The provisions of Article 142 of the Constitution provided a unique power to the Supreme Court, to do “complete justice” between the parties, i.e., where at times law or statute may not provide a remedy, the Court can extend itself to put a quietus to a dispute in a manner which would befit the facts of the case. It was with this objective that the court finds it appropriate to take recourse to this provision in the present case. The court was of the view that an end to this marriage would permit the parties to go their own way in life after having spent two decades battling each other, and there can always be hope, even at this age, for a better life, if not together, separately.

JUDGMENT DELIVERED

Thereby, this Honourable Court after inferring the facts and circumstances of the case gave its judgment as under,

“The court, thus, exercising their jurisdiction under Article 142 of the Constitution of India, granted a decree of divorce and dissolved the marriage inter se the parties forthwith.

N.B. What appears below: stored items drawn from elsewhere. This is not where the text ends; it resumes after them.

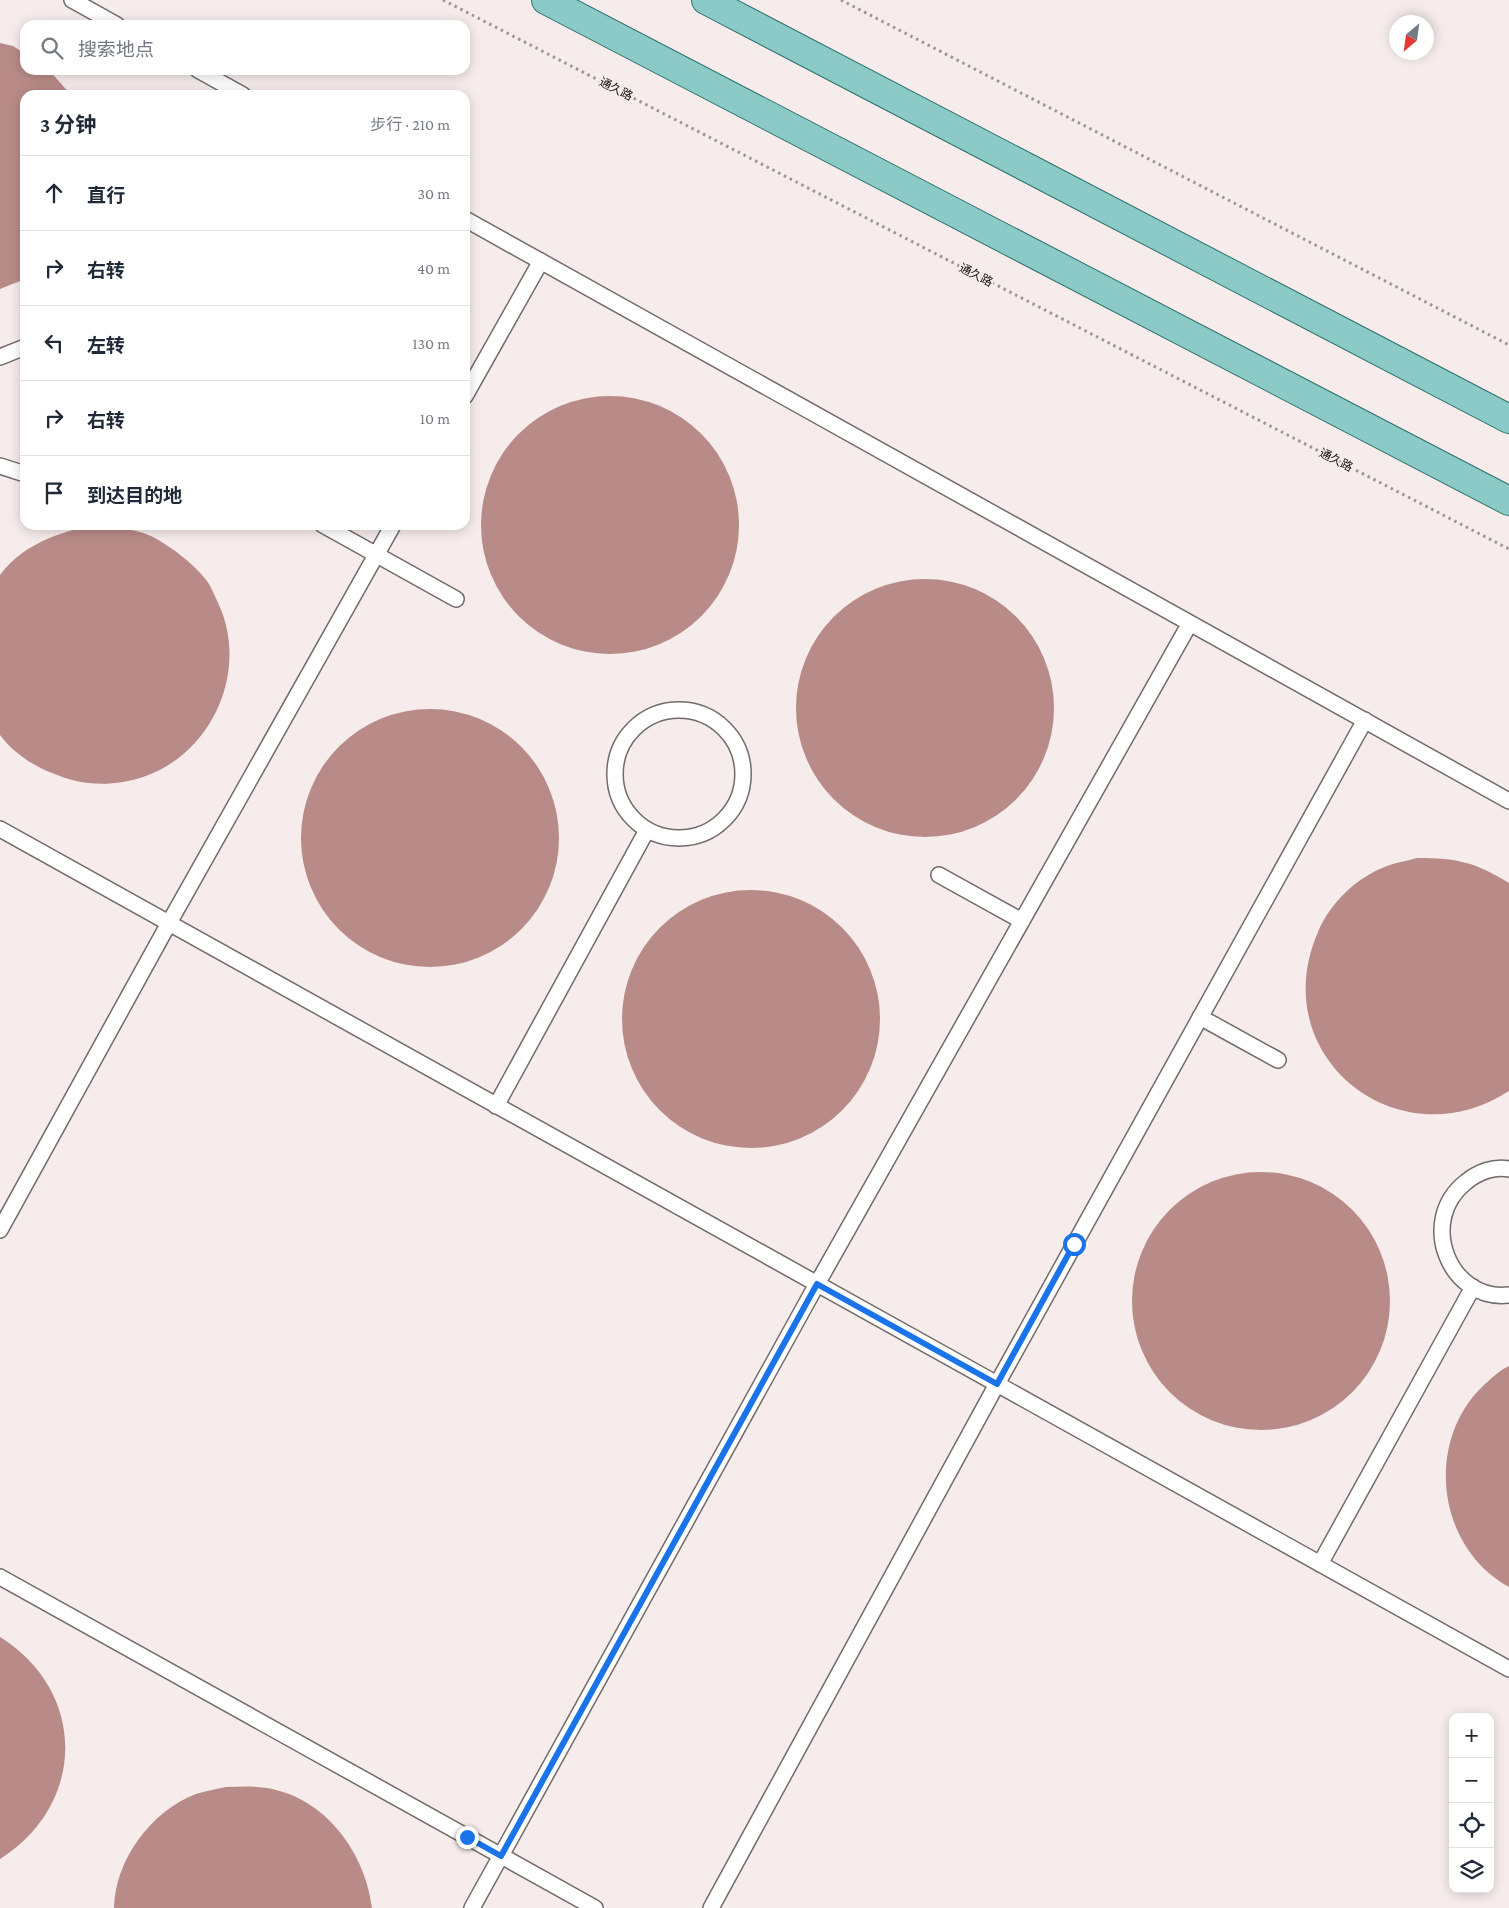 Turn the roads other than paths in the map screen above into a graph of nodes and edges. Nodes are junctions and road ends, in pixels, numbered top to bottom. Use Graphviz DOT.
graph roads {
  1 [pos="72,0"];
  2 [pos="546,0"];
  3 [pos="706,0"];
  4 [pos="108,20"];
  5 [pos="207,75"];
  6 [pos="234,90"];
  7 [pos="470,222"];
  8 [pos="541,261"];
  9 [pos="20,349"];
  10 [pos="0,357"];
  11 [pos="470,387"];
  12 [pos="1509,419"];
  13 [pos="0,467"];
  14 [pos="20,473"];
  15 [pos="1509,501"];
  16 [pos="332,530"];
  17 [pos="390,530"];
  18 [pos="376,555"];
  19 [pos="456,599"];
  20 [pos="1190,623"];
  21 [pos="1365,720"];
  22 [pos="1509,801"];
  23 [pos="0,830"];
  24 [pos="647,830"];
  25 [pos="939,875"];
  26 [pos="1022,921"];
  27 [pos="169,923"];
  28 [pos="1200,1017"];
  29 [pos="1278,1060"];
  30 [pos="496,1106"];
  31 [pos="1509,1169"];
  32 [pos="0,1230"];
  33 [pos="817,1284"];
  34 [pos="1473,1287"];
  35 [pos="1509,1295"];
  36 [pos="997,1384"];
  37 [pos="1320,1564"];
  38 [pos="0,1577"];
  39 [pos="1509,1669"];
  40 [pos="501,1856"];
  41 [pos="472,1908"];
  42 [pos="595,1908"];
  43 [pos="711,1908"];
  1 -- 4 [label="lane"];
  2 -- 15 [label="main road"];
  3 -- 12 [label="main road"];
  5 -- 6 [label="lane"];
  7 -- 8 [label="lane"];
  8 -- 11 [label="lane"];
  8 -- 20 [label="lane"];
  9 -- 10 [label="lane"];
  13 -- 14 [label="lane"];
  16 -- 18 [label="lane"];
  17 -- 18 [label="lane"];
  18 -- 19 [label="lane"];
  18 -- 27 [label="lane"];
  20 -- 21 [label="lane"];
  20 -- 26 [label="lane"];
  21 -- 22 [label="lane"];
  21 -- 28 [label="lane"];
  23 -- 27 [label="lane"];
  24 -- 24 [label="lane"];
  24 -- 30 [label="lane"];
  25 -- 26 [label="lane"];
  26 -- 33 [label="lane"];
  27 -- 30 [label="lane"];
  27 -- 32 [label="lane"];
  28 -- 29 [label="lane"];
  28 -- 36 [label="lane"];
  30 -- 33 [label="lane"];
  31 -- 34 [label="lane"];
  33 -- 36 [label="lane"];
  33 -- 40 [label="lane"];
  34 -- 35 [label="lane"];
  34 -- 37 [label="lane"];
  36 -- 37 [label="lane"];
  36 -- 43 [label="lane"];
  37 -- 39 [label="lane"];
  38 -- 40 [label="lane"];
  40 -- 41 [label="lane"];
  40 -- 42 [label="lane"];
}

The respondent was a qualified lawyer; she claimed to have not gone back to her family in Canada but stayed in India only to battle this litigation. The respondent was being paid Rs.7,500 per month by the appellant. With a law degree, she would be able to meet her needs better, though she claimed that her sole concentration has been on the inter se dispute. Be that as it may, the court was of the view that the maintenance of Rs.7,500 per month should be continued to be paid by the appellant to the respondent, and it was open for the parties to move appropriate proceedings for either enhancement of this maintenance or reduction and cessation thereof. This aspect can also be reconciled between the parties once a decree of divorce was granted. The appeal was allowed leaving the parties to bear their own costs.”